Le cinéma de Cimino donne à voir un peuple suicidaire, et même un peuple nécessairement suicidaire. A l’intérieur du cinéma de Cimino le peuple survient comme un suicide de masse, comme le geste d’un suicide de masse. A l’intérieur du cinéma de Cimino, le peuple survient comme le suicide de masse de se réfugier à l’intérieur d’un volcan, à l’intérieur du chant d’un volcan, à l’intérieur du chant de coups de feu d’un volcan, à l’intérieur du brouhaha d’un volcan, à l’intérieur du brouhaha de coups de feu d’un volcan.

 

Le peuple de Cimino apparait comme un peuple de la poussière et des coups de feu. Le peuple de Cimino apparait comme un peuple de réfugiés, comme un peuple de réfugiés à l’intérieur du feu, comme un peuple de réfugiés à l’intérieur de l’élan du feu, à l’intérieur de l’élan de terreur du feu.

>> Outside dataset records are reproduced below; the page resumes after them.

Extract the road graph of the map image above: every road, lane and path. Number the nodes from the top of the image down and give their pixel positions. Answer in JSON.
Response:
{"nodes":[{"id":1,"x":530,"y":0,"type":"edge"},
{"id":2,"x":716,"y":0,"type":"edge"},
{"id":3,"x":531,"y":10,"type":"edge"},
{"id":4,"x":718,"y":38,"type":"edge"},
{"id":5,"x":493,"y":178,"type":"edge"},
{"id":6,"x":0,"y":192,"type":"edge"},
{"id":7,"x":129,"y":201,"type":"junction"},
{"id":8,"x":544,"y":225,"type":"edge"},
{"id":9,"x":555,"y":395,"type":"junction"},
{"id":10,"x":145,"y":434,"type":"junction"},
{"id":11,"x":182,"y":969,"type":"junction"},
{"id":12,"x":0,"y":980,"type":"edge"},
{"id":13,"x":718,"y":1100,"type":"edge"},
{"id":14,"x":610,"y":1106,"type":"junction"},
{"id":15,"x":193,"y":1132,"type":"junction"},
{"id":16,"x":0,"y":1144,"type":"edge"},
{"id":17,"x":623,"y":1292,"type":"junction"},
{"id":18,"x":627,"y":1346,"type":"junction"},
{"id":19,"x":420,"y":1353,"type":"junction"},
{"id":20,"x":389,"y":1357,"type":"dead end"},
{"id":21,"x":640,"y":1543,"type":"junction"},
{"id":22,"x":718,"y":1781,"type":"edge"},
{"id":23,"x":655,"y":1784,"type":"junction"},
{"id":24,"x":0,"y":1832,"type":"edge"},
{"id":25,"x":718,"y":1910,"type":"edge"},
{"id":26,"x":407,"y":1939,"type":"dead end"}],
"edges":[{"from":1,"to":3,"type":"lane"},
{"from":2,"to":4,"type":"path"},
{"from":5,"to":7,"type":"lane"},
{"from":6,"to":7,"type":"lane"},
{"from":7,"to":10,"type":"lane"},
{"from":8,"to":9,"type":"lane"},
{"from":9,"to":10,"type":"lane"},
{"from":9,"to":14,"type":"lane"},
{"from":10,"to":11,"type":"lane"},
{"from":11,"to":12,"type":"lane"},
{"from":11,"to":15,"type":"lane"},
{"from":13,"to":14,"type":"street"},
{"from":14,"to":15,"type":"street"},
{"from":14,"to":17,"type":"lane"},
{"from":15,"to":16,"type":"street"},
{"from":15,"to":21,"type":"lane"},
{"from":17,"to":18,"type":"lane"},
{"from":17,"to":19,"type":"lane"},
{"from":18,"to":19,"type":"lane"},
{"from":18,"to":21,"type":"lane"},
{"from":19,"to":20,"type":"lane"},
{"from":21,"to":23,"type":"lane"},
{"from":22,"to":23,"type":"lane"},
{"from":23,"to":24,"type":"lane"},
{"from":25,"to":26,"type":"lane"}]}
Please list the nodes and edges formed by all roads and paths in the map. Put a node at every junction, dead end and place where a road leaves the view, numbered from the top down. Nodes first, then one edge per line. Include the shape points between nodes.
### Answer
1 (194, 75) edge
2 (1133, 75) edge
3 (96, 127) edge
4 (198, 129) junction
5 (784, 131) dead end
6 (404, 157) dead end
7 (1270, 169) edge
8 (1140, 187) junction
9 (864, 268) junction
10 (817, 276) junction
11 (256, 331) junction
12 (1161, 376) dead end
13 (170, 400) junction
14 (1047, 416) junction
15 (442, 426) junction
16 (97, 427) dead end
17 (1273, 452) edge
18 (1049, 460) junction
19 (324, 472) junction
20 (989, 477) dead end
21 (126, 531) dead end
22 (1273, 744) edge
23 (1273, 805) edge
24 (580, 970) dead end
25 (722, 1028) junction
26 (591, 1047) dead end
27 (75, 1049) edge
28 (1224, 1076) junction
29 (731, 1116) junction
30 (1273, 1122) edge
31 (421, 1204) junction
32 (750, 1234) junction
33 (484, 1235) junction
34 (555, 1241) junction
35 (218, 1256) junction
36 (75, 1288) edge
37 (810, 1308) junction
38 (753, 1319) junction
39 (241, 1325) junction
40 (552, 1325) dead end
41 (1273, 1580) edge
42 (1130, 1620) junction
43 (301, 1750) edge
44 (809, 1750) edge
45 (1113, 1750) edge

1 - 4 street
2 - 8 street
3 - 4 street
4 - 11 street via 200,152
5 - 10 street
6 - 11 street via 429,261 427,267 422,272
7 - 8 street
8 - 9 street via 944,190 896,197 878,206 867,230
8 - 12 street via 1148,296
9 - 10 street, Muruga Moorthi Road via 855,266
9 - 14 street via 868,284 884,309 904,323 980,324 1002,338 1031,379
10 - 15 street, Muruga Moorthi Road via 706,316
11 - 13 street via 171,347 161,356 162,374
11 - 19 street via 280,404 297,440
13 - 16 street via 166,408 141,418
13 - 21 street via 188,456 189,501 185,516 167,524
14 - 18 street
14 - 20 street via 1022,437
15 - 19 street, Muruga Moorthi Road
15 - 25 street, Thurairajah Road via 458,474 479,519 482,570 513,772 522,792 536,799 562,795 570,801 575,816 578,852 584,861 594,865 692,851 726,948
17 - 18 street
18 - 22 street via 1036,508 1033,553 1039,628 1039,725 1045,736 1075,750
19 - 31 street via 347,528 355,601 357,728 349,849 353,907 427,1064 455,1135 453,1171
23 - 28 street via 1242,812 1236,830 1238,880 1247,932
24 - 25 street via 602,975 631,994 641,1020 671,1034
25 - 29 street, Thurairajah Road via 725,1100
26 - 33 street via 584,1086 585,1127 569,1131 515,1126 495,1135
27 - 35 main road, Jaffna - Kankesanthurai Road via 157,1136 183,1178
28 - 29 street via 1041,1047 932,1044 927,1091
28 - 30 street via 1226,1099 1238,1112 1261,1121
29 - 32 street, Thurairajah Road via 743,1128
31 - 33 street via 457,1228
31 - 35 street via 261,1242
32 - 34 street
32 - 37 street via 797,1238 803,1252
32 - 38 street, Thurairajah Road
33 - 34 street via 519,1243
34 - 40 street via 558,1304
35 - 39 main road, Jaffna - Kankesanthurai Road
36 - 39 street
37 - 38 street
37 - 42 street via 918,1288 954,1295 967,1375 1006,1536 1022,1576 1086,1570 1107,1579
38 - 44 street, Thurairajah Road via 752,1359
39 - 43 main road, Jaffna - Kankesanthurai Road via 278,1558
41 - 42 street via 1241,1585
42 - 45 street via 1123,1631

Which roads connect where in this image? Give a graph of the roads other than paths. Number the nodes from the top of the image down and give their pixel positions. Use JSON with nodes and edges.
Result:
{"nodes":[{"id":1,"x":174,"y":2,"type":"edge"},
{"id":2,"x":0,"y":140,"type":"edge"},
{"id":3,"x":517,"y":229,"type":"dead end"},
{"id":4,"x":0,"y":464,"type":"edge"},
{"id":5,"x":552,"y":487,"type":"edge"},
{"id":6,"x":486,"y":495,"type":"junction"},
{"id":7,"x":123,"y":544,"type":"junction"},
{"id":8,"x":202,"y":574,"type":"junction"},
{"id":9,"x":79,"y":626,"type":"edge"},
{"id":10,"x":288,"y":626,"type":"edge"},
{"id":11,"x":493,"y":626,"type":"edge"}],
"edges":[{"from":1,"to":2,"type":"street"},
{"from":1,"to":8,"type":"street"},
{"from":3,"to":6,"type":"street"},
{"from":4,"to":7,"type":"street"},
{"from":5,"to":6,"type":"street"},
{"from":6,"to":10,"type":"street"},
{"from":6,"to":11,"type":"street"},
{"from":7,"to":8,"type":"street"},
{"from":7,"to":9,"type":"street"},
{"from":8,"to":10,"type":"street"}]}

Le peuple de Cimino apparait comme un peuple de réfugiés à l’intérieur du volcan des coups de feu, à l’intérieur du volcan de la poussière et des coups de feu.

 

Il n’y a aucun progressisme social et politique chez Cimino. Pour Cimino, le peuple apparait comme une masse d’hommes, comme une meute d’hommes qui vivent et meurent ensemble  à l’intérieur d’un volcan, qui chantent et dansent ensemble à la vie à la mort à l’intérieur d’un volcan. La vision du peuple de Cimino n’est pas progressiste. La vision du peuple de Cimino apparait apocalyptique. Pour Cimino le peuple apparait comme l’apocalypse de la fraternité humaine. Pour Cimino le peuple apparait comme l’apocalypse de l’amitié, comme l’apocalypse de l’amitié humaine. Pour Cimino, un peuple n’est pas composé de citoyens. La question de la citoyenneté est quasiment absente du cinéma de Cimino ou alors l’honnête citoyen n’est rien d’autre qu’un assassin déguisé, qu’un assassin masqué. (La clique des éleveurs de La Porte du Paradis ou les chinois mafieux de L’Année du Dragon) Pour Cimino, le peuple apparait composé d’amis et d’ennemis. Pour Cimino le peuple apparait comme un amalgame d’amis, un amalgame de frères et d’amis qui combattent une classe d’ennemis. Pour Cimino, le peuple apparait comme un amalgame anarchique d’amis aristocrates et de frères prolétaires qui combattent l’ennemi de la classe bourgeoise.

 

Pour Cimino, le peuple apparait ainsi composé par une pulsation d’anarchie. Pour Cimino, le peuple apparait composé par la pulsation d’anarchie du sentiment, par la pulsation d’anarchie du sentiment humain.